[Saved entries]
◆ ◆ ◆ ◆

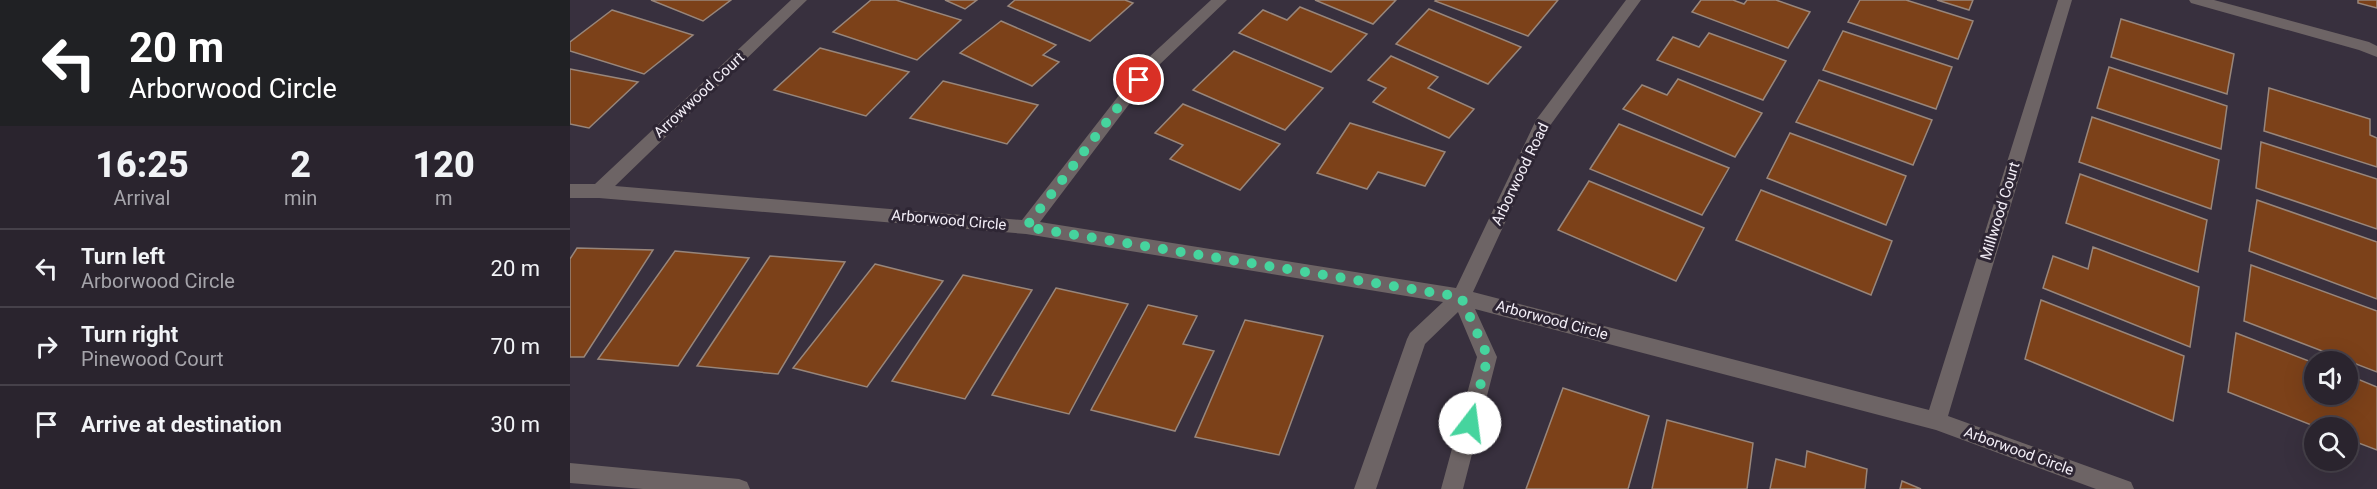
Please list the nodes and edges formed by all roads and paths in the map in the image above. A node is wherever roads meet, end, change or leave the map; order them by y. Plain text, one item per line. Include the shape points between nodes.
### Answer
1 (800, 0) edge
2 (1220, 0) edge
3 (1634, 0) edge
4 (2065, 0) edge
5 (2196, 0) edge
6 (2377, 52) edge
7 (570, 191) edge
8 (599, 191) junction
9 (1026, 227) junction
10 (1461, 297) junction
11 (1936, 421) junction
12 (570, 473) edge
13 (740, 489) edge
14 (1365, 489) edge
15 (1452, 489) edge
16 (2123, 489) edge

1 - 8 street, Arrowwood Court
2 - 9 street via 1153,62
3 - 10 street, Arborwood Road via 1542,124
4 - 11 street, Millwood Court
5 - 6 street
7 - 8 street, Arborwood Circle
8 - 9 street, Arborwood Circle
9 - 10 street, Arborwood Circle
10 - 11 street, Arborwood Circle
10 - 14 street, Arborwood Road via 1417,339
10 - 15 street via 1488,357
11 - 16 street, Arborwood Circle
12 - 13 street

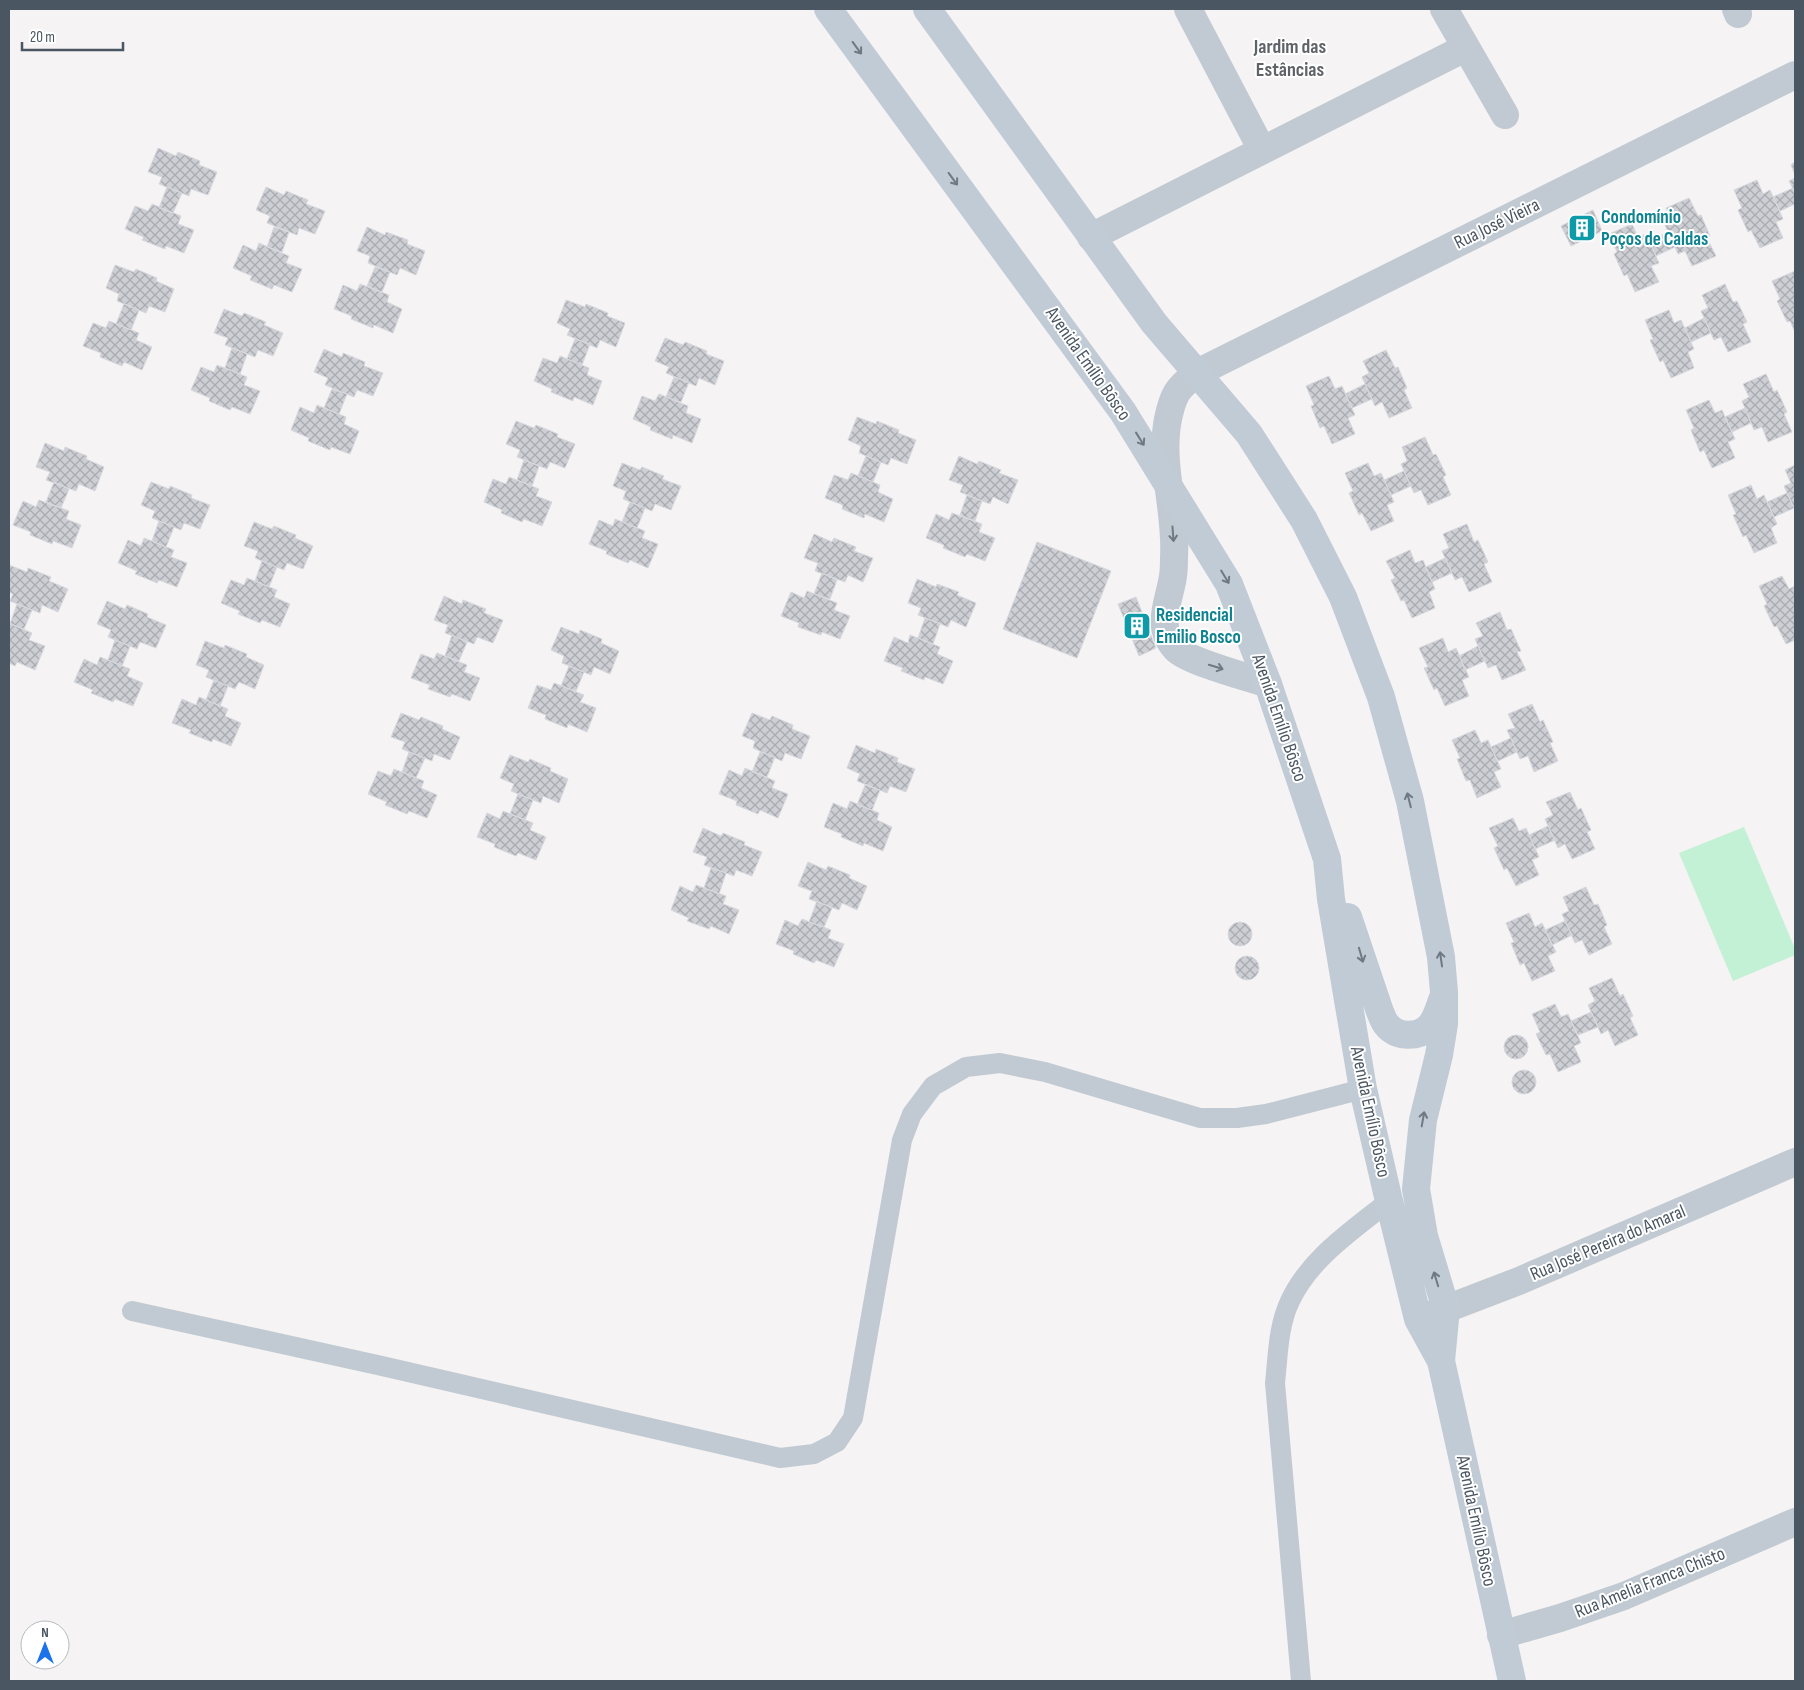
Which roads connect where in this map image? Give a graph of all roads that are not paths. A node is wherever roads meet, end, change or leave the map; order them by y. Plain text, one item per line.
1 (828, 9) edge
2 (927, 9) edge
3 (1188, 9) edge
4 (1444, 9) edge
5 (1465, 48) junction
6 (1795, 74) edge
7 (1505, 115) dead end
8 (1262, 150) junction
9 (1090, 237) junction
10 (1197, 373) junction
11 (1169, 486) junction
12 (1268, 684) junction
13 (1327, 860) junction
14 (1444, 992) junction
15 (1364, 1088) junction
16 (1795, 1162) edge
17 (1389, 1201) junction
18 (1446, 1309) junction
19 (132, 1311) dead end
20 (1418, 1319) junction
21 (1441, 1361) junction
22 (1795, 1522) edge
23 (1501, 1635) junction
24 (1302, 1681) edge
25 (1512, 1681) edge

1 -> 11 main road, Avenida Emílio Bôsco
2 - 9 main road, Avenida Emílio Bôsco
3 - 8 street
4 - 5 street
5 - 7 street
5 - 8 street
6 - 10 street, Rua José Vieira
8 - 9 street
9 - 10 main road, Avenida Emílio Bôsco
10 - 11 street, Rua José Vieira
14 -> 10 main road, Avenida Emílio Bôsco
11 -> 12 main road, Avenida Emílio Bôsco
11 -> 12 street, Rua José Vieira
12 - 13 main road, Avenida Emílio Bôsco
13 -> 14 main road
13 - 15 main road, Avenida Emílio Bôsco
18 -> 14 main road, Avenida Emílio Bôsco
15 - 17 main road, Avenida Emílio Bôsco
15 - 19 lane
16 - 18 street, Rua José Pereira do Amaral
17 - 20 main road, Avenida Emílio Bôsco
17 - 24 lane
18 - 20 street, Rua José Pereira do Amaral
18 - 21 main road, Avenida Emílio Bôsco
20 - 21 main road, Avenida Emílio Bôsco
21 - 23 main road, Avenida Emílio Bôsco
22 - 23 street, Rua Amelia Franca Chisto
23 - 25 main road, Avenida Emílio Bôsco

◆ ◆ ◆ ◆

**EXERCISE INSTRUCTIONS:** Set down every record above exactly as it stands, but skip the pictures.

**TASK RESPONSE:**
Please list the nodes and edges formed by all roads and paths in the map in the image above. A node is wherever roads meet, end, change or leave the map; order them by y. Plain text, one item per line. Include the shape points between nodes.
### Answer
1 (800, 0) edge
2 (1220, 0) edge
3 (1634, 0) edge
4 (2065, 0) edge
5 (2196, 0) edge
6 (2377, 52) edge
7 (570, 191) edge
8 (599, 191) junction
9 (1026, 227) junction
10 (1461, 297) junction
11 (1936, 421) junction
12 (570, 473) edge
13 (740, 489) edge
14 (1365, 489) edge
15 (1452, 489) edge
16 (2123, 489) edge

1 - 8 street, Arrowwood Court
2 - 9 street via 1153,62
3 - 10 street, Arborwood Road via 1542,124
4 - 11 street, Millwood Court
5 - 6 street
7 - 8 street, Arborwood Circle
8 - 9 street, Arborwood Circle
9 - 10 street, Arborwood Circle
10 - 11 street, Arborwood Circle
10 - 14 street, Arborwood Road via 1417,339
10 - 15 street via 1488,357
11 - 16 street, Arborwood Circle
12 - 13 street

Which roads connect where in this map image? Give a graph of all roads that are not paths. A node is wherever roads meet, end, change or leave the map; order them by y. Plain text, one item per line.
1 (828, 9) edge
2 (927, 9) edge
3 (1188, 9) edge
4 (1444, 9) edge
5 (1465, 48) junction
6 (1795, 74) edge
7 (1505, 115) dead end
8 (1262, 150) junction
9 (1090, 237) junction
10 (1197, 373) junction
11 (1169, 486) junction
12 (1268, 684) junction
13 (1327, 860) junction
14 (1444, 992) junction
15 (1364, 1088) junction
16 (1795, 1162) edge
17 (1389, 1201) junction
18 (1446, 1309) junction
19 (132, 1311) dead end
20 (1418, 1319) junction
21 (1441, 1361) junction
22 (1795, 1522) edge
23 (1501, 1635) junction
24 (1302, 1681) edge
25 (1512, 1681) edge

1 -> 11 main road, Avenida Emílio Bôsco
2 - 9 main road, Avenida Emílio Bôsco
3 - 8 street
4 - 5 street
5 - 7 street
5 - 8 street
6 - 10 street, Rua José Vieira
8 - 9 street
9 - 10 main road, Avenida Emílio Bôsco
10 - 11 street, Rua José Vieira
14 -> 10 main road, Avenida Emílio Bôsco
11 -> 12 main road, Avenida Emílio Bôsco
11 -> 12 street, Rua José Vieira
12 - 13 main road, Avenida Emílio Bôsco
13 -> 14 main road
13 - 15 main road, Avenida Emílio Bôsco
18 -> 14 main road, Avenida Emílio Bôsco
15 - 17 main road, Avenida Emílio Bôsco
15 - 19 lane
16 - 18 street, Rua José Pereira do Amaral
17 - 20 main road, Avenida Emílio Bôsco
17 - 24 lane
18 - 20 street, Rua José Pereira do Amaral
18 - 21 main road, Avenida Emílio Bôsco
20 - 21 main road, Avenida Emílio Bôsco
21 - 23 main road, Avenida Emílio Bôsco
22 - 23 street, Rua Amelia Franca Chisto
23 - 25 main road, Avenida Emílio Bôsco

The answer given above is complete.